Foto Ufficio Stampa Teatro Manzoni
Il sipario del Teatro Manzoni di Milano, dal 9 all’11 Gennaio, si apre e lascia intravedere una sedia, al centro, per lui: riccio, brizzolato, spettinato, camice bianco e….occhio nero.
Chi è? L’avrete indubbiamente intuito, amici lettori. E’ Paolo Migone.

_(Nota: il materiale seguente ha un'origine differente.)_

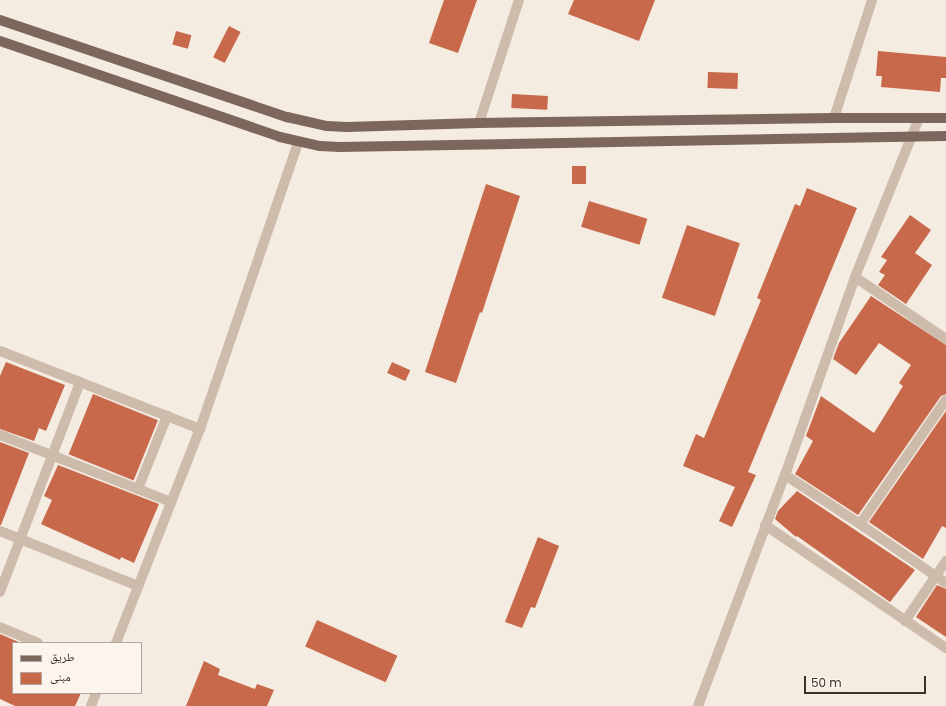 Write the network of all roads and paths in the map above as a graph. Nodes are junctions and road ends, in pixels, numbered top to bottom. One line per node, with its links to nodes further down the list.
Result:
1 (519, 0): 8 (street)
2 (872, 0): 5 (street)
3 (0, 20): 8 (main road)
4 (0, 41): 11 (main road)
5 (834, 118): 6 (main road); 8 (main road)
6 (919, 118): 7 (main road); 9 (street)
7 (946, 118)
8 (479, 123)
9 (912, 136): 10 (main road); 11 (main road); 12 (street)
10 (946, 136)
11 (298, 142): 18 (street)
12 (855, 277): 13 (street); 21 (street)
13 (946, 338)
14 (0, 351): 15 (street)
15 (80, 382): 17 (street); 20 (street)
16 (946, 400): 25 (street)
17 (167, 416): 18 (street); 22 (street)
18 (200, 430): 23 (street)
19 (0, 435): 20 (street)
20 (52, 455): 22 (street); 27 (street)
21 (785, 475): 24 (street); 25 (street)
22 (138, 489): 23 (street)
23 (171, 502): 31 (street)
24 (765, 524): 33 (street); 40 (street)
25 (860, 524): 29 (street)
26 (0, 531): 27 (street)
27 (20, 539): 31 (street); 32 (street)
28 (946, 561): 29 (street)
29 (935, 576): 30 (street); 33 (street)
30 (946, 583)
31 (138, 586): 36 (street)
32 (0, 592)
33 (905, 620): 37 (street)
34 (0, 627): 35 (street)
35 (36, 642)
36 (116, 642)
37 (946, 648)
38 (96, 694): 39 (street)
39 (91, 706)
40 (698, 706) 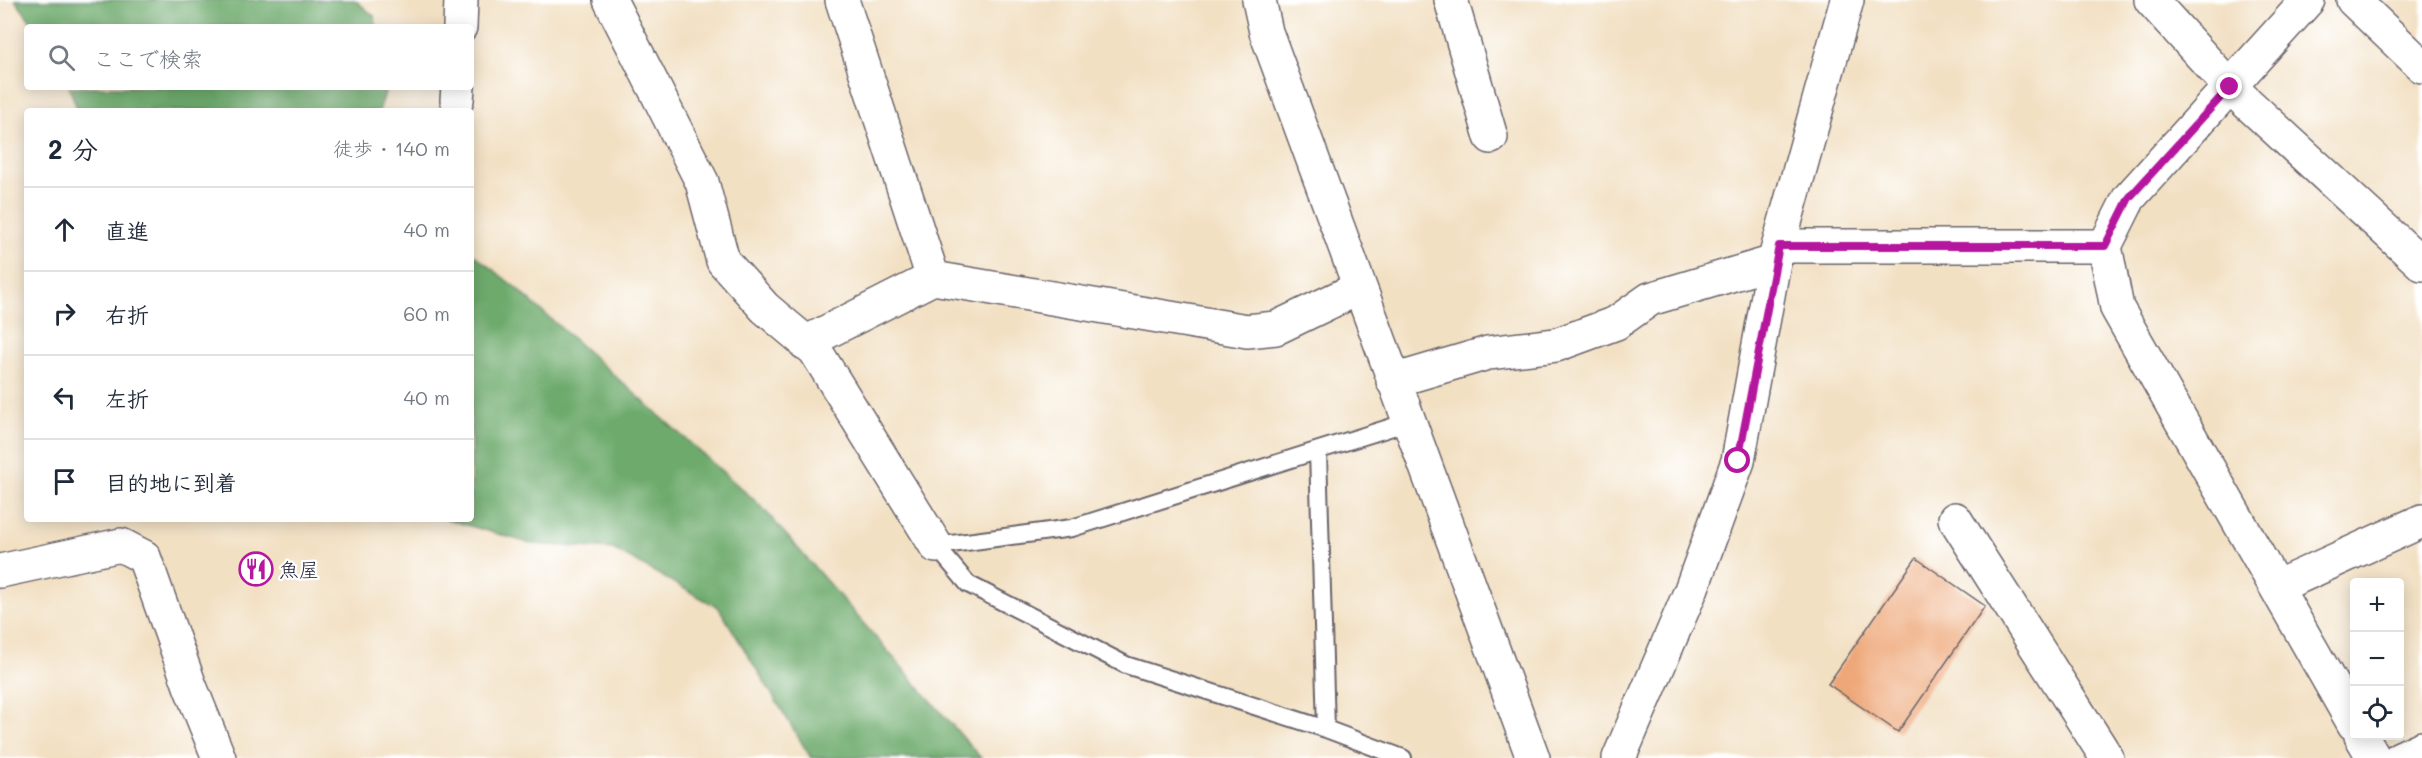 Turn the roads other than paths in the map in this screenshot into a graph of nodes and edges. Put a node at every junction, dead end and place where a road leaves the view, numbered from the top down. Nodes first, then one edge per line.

Il comico di Zelig, noto al grande pubblico da anni e vincitore, nel 2012, del Delfino D’Oro alla carriera come miglior cabarettista dell’anno ritorna in scena, dopo Milano con un piccolo tour, con il suo nuovo spettacolo “Italiani!”. Un titolo-esortazione che suona quasi come una sveglia e che, in linea con lo stile del comico livornese, traccia un percorso narrativo che racconta virtù, eccessi, manie, abitudini vizi e cattiverie di noi italiani, dalla cronaca ai luoghi comuni, dalla politica alla vita di coppia e al rapporto con i figli.
Durante l’intervista con FlipMagazine, Migone ci svela, con il suo inconfondibile fare comico, come è nato il suo spettacolo.

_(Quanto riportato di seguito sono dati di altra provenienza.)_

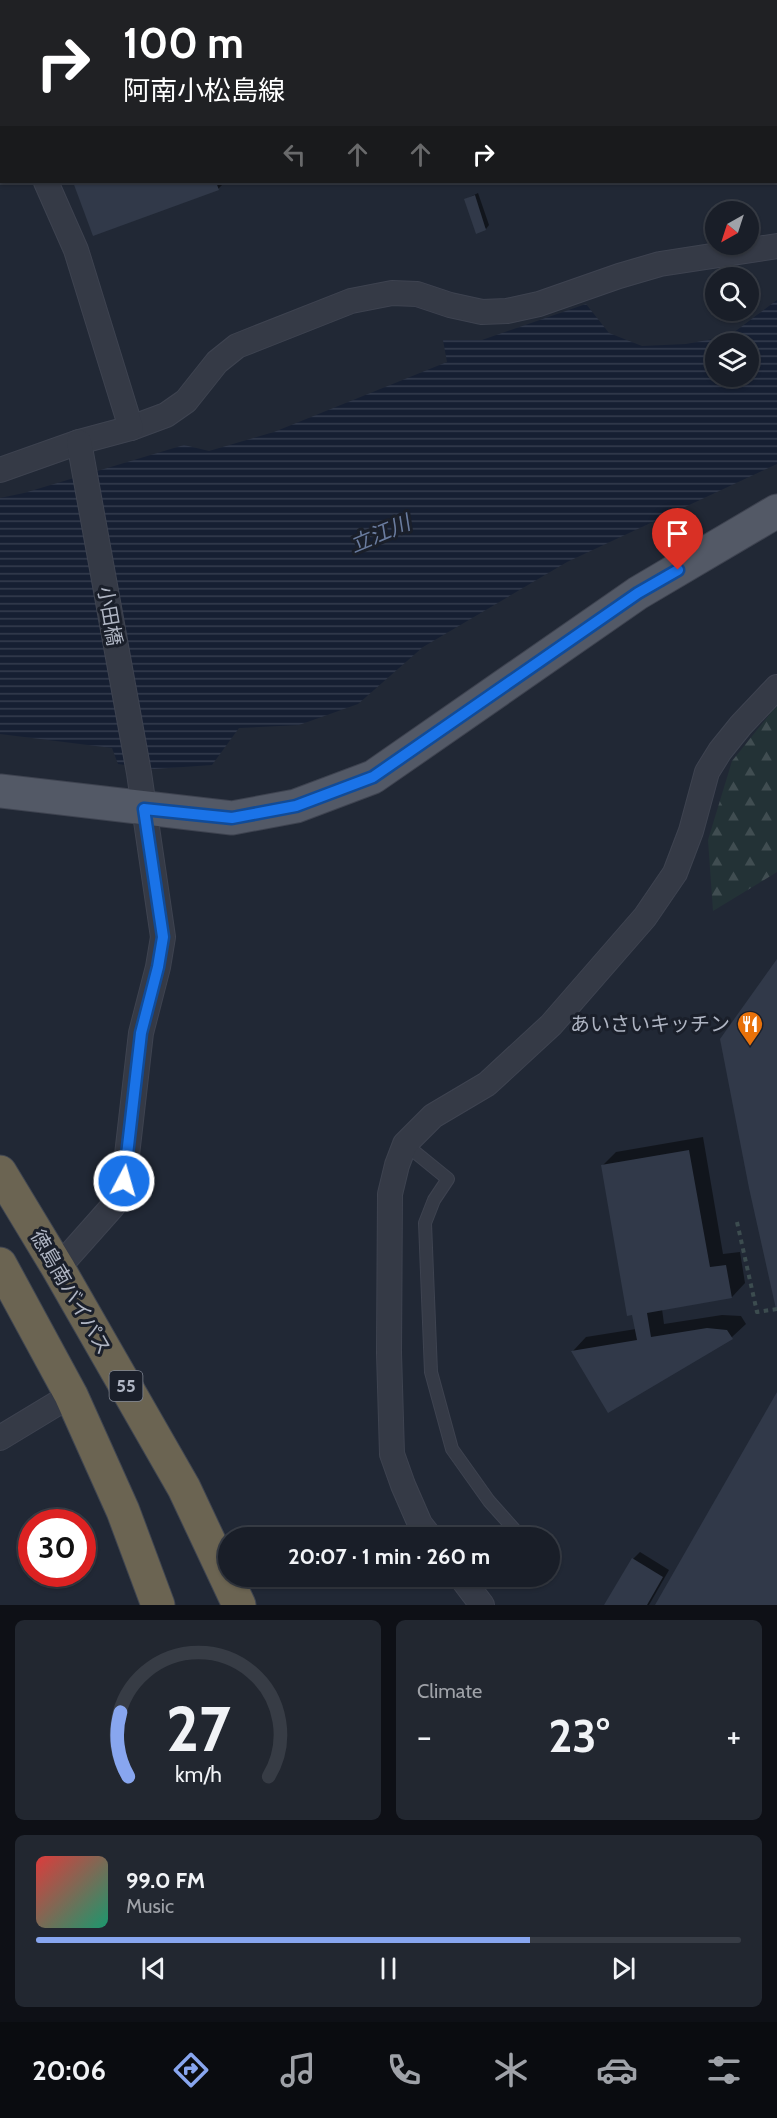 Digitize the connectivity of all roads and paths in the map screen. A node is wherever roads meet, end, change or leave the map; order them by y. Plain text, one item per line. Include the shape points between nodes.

“Da anni mi sono specializzato in tematiche che disegnano ironicamente il rapporto uomo-donna. Per scrivere, invece, questo spettacolo mi sono ispirato a mio figlio quindicenne e all’idea di futuro che questa nostra Italia riserverà a lui e a tanti altri giovani. Attraverso la mia ironia, in realtà, porto in scena un dispiacere, un malessere e preoccupazioni di padre, alternando momenti comici a attimi in cui mi incazzo davvero!”.
Nel corso della chiacchierata Migone prosegue: “Come comico mi sento di appartenere alla scuola di Pozzetto o di Villaggio (per citare solo i più noti). Un comico “di cervello” quindi: cerco idee, mi ispiro a momenti di vita quotidiana e ad aspetti che mi infastidiscono, li sviluppo e li rivisito secondo la mia chiave ironica.”
Un one-man-show che coinvolge il proprio pubblico sviscerando anche componenti sociologiche della società contemporanea.
“Dopo aver iniziato la mia carriera affiancato sul palcoscenico da Carlo Neri, collega e amico – abbiamo persino lo stesso tatuaggio! – non sono più riuscito a trovare un’altra persona che si avvicinasse al taglio della mia comicità. Anche nei miei laboratori rivolti ai giovani, faccio fatica a trovare nel fare comicità mente, creatività e idee nuove.”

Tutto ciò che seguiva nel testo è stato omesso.